**Task directions:** Without pictures, return the lines from the one containing "wrist: (128, 360)" through the last line of the data below, exactly.

**Dataset extract:**

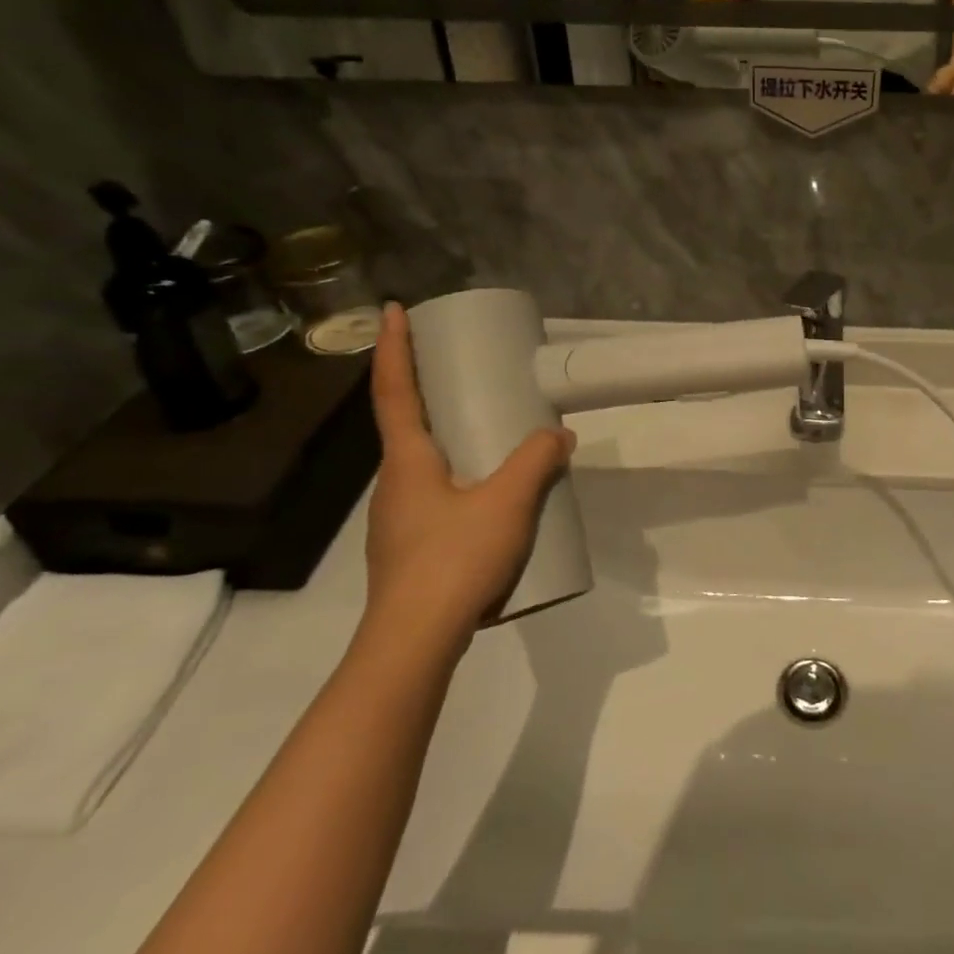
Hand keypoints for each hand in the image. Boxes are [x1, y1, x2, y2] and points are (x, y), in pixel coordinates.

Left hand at [365, 303, 575, 651]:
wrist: (414, 643)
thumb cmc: (453, 560)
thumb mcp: (508, 503)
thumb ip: (536, 462)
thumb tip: (559, 435)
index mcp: (407, 461)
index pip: (395, 391)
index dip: (394, 348)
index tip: (393, 310)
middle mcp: (395, 483)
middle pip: (407, 424)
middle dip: (428, 390)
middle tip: (459, 368)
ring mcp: (399, 519)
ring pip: (425, 464)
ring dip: (449, 439)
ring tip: (490, 434)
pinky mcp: (412, 548)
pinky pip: (437, 495)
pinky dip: (461, 477)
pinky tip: (492, 498)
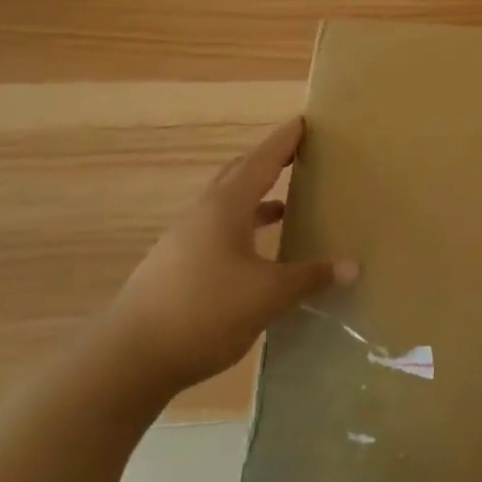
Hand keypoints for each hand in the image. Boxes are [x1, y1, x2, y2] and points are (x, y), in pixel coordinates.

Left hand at [108, 117, 353, 390]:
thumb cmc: (205, 312)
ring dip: (255, 198)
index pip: (262, 161)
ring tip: (286, 203)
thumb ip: (310, 277)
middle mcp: (203, 215)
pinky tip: (257, 253)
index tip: (305, 121)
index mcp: (226, 208)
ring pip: (227, 205)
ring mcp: (185, 240)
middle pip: (239, 175)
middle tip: (299, 155)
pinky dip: (243, 228)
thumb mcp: (268, 295)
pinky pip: (217, 231)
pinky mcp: (176, 266)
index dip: (285, 141)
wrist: (128, 360)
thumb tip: (353, 266)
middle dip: (269, 162)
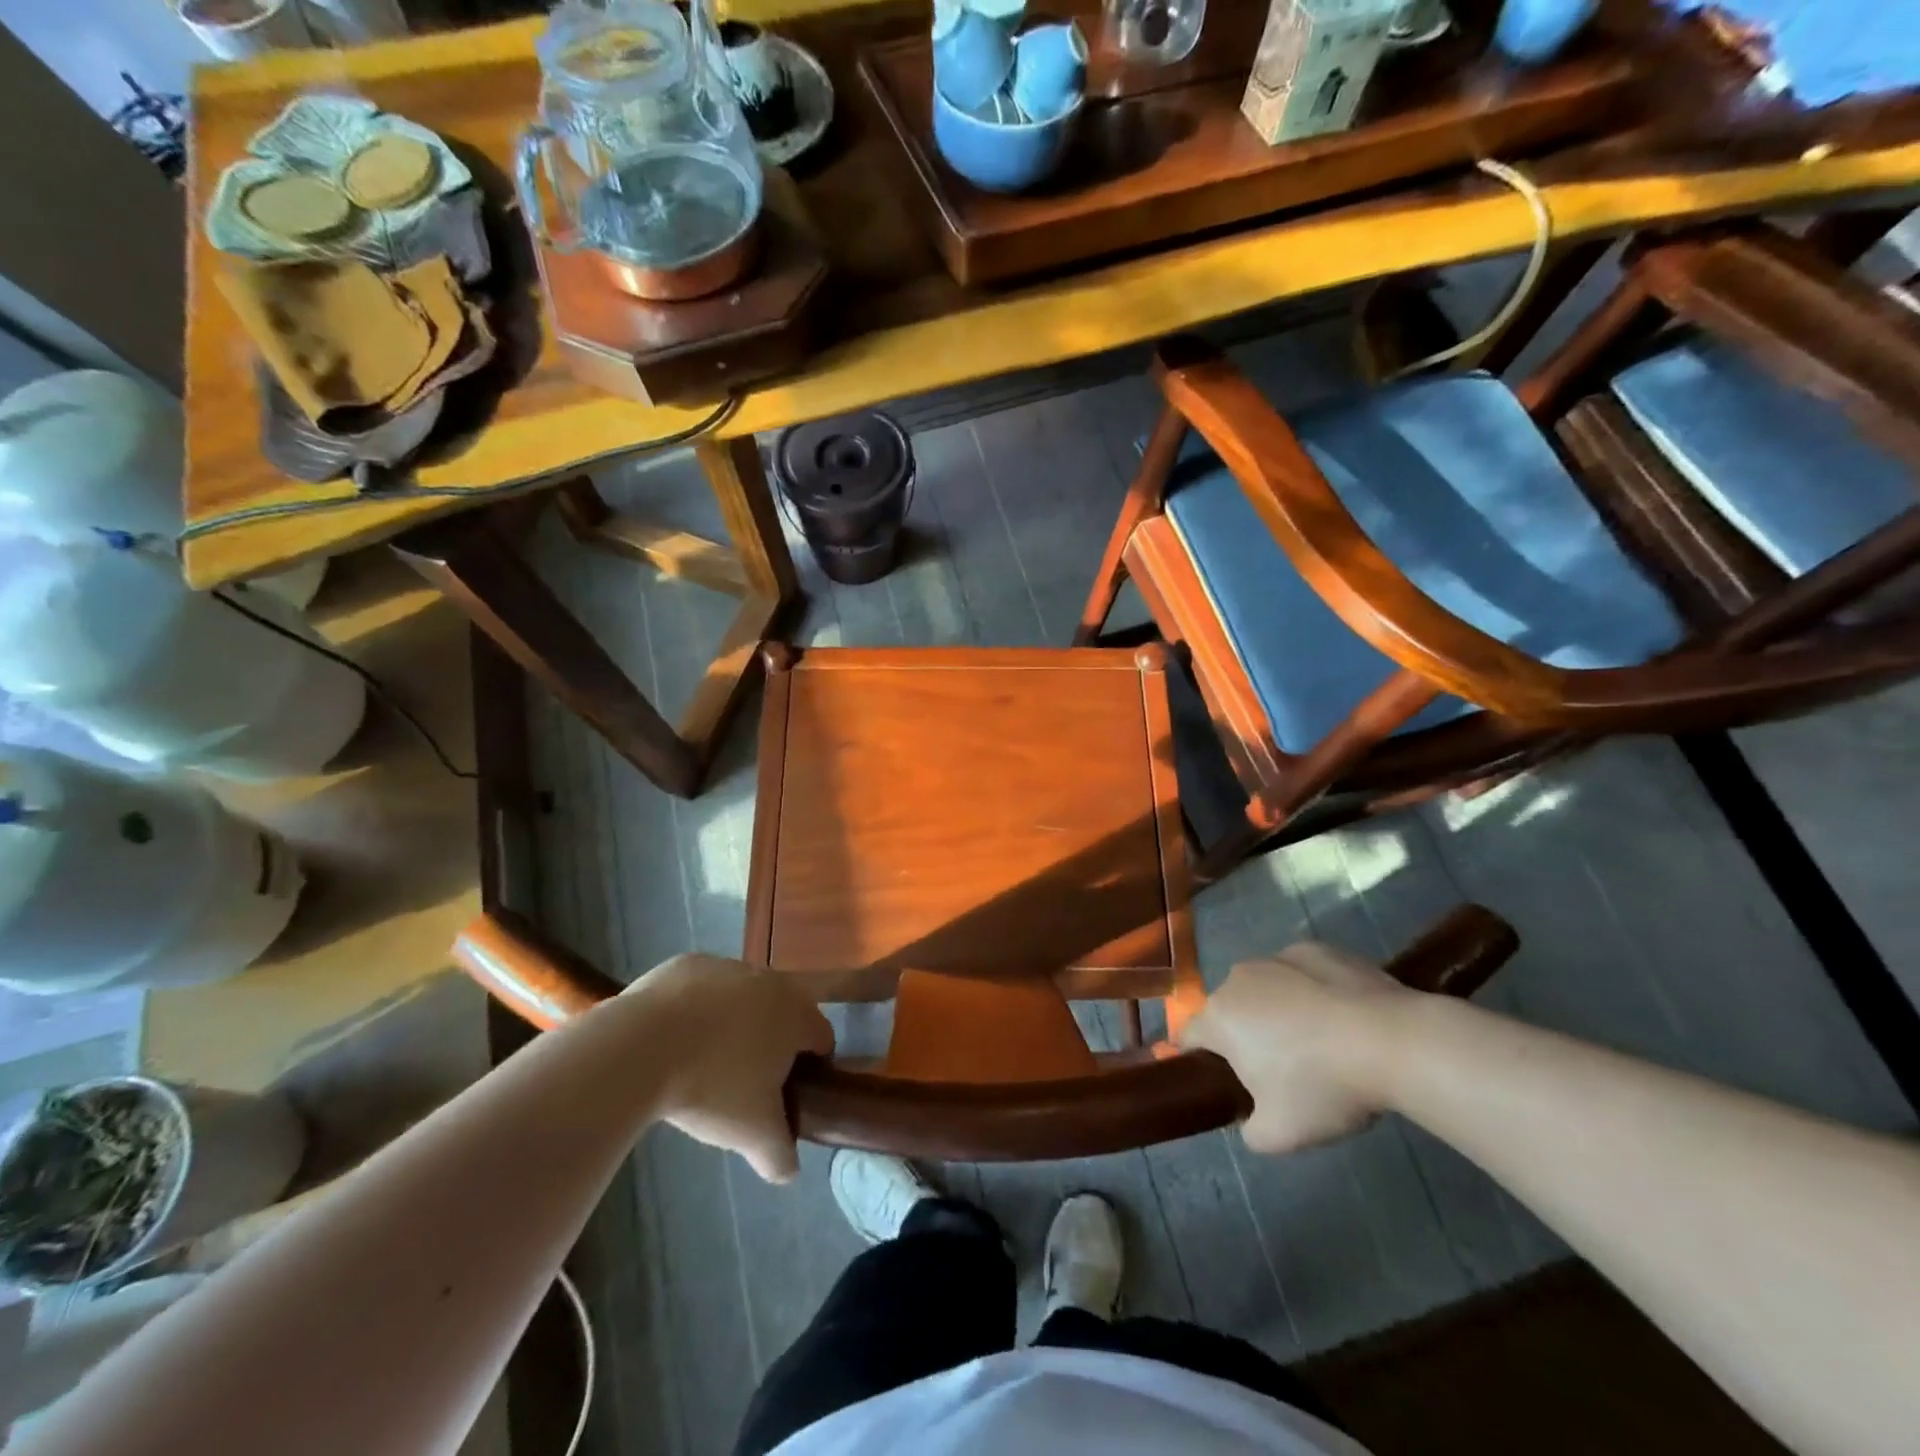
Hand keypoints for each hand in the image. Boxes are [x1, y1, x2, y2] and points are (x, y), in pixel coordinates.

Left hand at [628, 955, 833, 1182]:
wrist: (641, 1047)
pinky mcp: (686, 964)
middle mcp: (770, 979)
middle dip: (770, 1045)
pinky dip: (696, 1011)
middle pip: (782, 1014)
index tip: (788, 1095)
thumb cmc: (712, 1086)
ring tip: (703, 1064)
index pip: (821, 1038)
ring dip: (733, 1024)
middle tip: (745, 1084)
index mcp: (796, 1013)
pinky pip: (701, 991)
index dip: (811, 1069)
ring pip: (742, 999)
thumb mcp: (753, 1134)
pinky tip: (673, 1042)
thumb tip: (788, 1171)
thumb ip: (779, 1155)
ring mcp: (727, 966)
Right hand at [1176, 942, 1411, 1154]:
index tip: (1223, 1081)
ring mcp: (1277, 958)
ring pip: (1265, 988)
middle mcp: (1238, 979)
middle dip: (1245, 1036)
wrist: (1393, 1042)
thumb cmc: (1324, 1087)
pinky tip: (1343, 1017)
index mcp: (1219, 1018)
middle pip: (1229, 1010)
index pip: (1188, 1036)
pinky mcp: (1315, 949)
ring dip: (1277, 1011)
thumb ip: (1250, 1131)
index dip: (1199, 1059)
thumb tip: (1251, 1119)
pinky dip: (1311, 992)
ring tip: (1320, 1043)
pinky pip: (1300, 974)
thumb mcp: (1280, 1135)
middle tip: (1281, 1072)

**Result:**
wrist: (128, 360)
thumb tip: (353, 266)
middle dip: (269, 162)
Hand keypoints for each hand in the image. Boxes are [x1, y1, x2, y2] and points are (x, y), in pixel coordinates.

Left hand at [628, 955, 833, 1182]:
wrist: (641, 1047)
pinky mcp: (686, 964)
middle mcp: (770, 979)
middle dip: (770, 1045)
pinky dip: (696, 1011)
middle pip: (782, 1014)
index tip: (788, 1095)
thumb cmc: (712, 1086)
ring tip: (703, 1064)
index pip: (821, 1038)
ring dip: (733, 1024)
middle tip: (745, 1084)
index mcp: (796, 1013)
pinky pip: (701, 991)
index dip: (811, 1069)
ring pip: (742, 999)
thumb mcp: (753, 1134)
pinky tip: (673, 1042)
thumb tip: (788, 1171)
thumb ip: (779, 1155)
ring mcp: (727, 966)
Right hand at [1176, 942, 1411, 1154]:
index tip: (1223, 1081)
ring mcp: (1277, 958)
ring pip: (1265, 988)
middle mcp: (1238, 979)
middle dip: (1245, 1036)
wrist: (1393, 1042)
thumb cmc: (1324, 1087)
pinky tip: (1343, 1017)
index mcp: (1219, 1018)
middle pip: (1229, 1010)
index pip: (1188, 1036)
pinky mcp: (1315, 949)
ring dip: (1277, 1011)
thumb ip: (1250, 1131)
index dip: (1199, 1059)
thumb tip: (1251, 1119)
pinky dip: (1311, 992)
ring tip: (1320, 1043)
pinky pip: (1300, 974)
thumb mcp: (1280, 1135)
middle tip: (1281, 1072)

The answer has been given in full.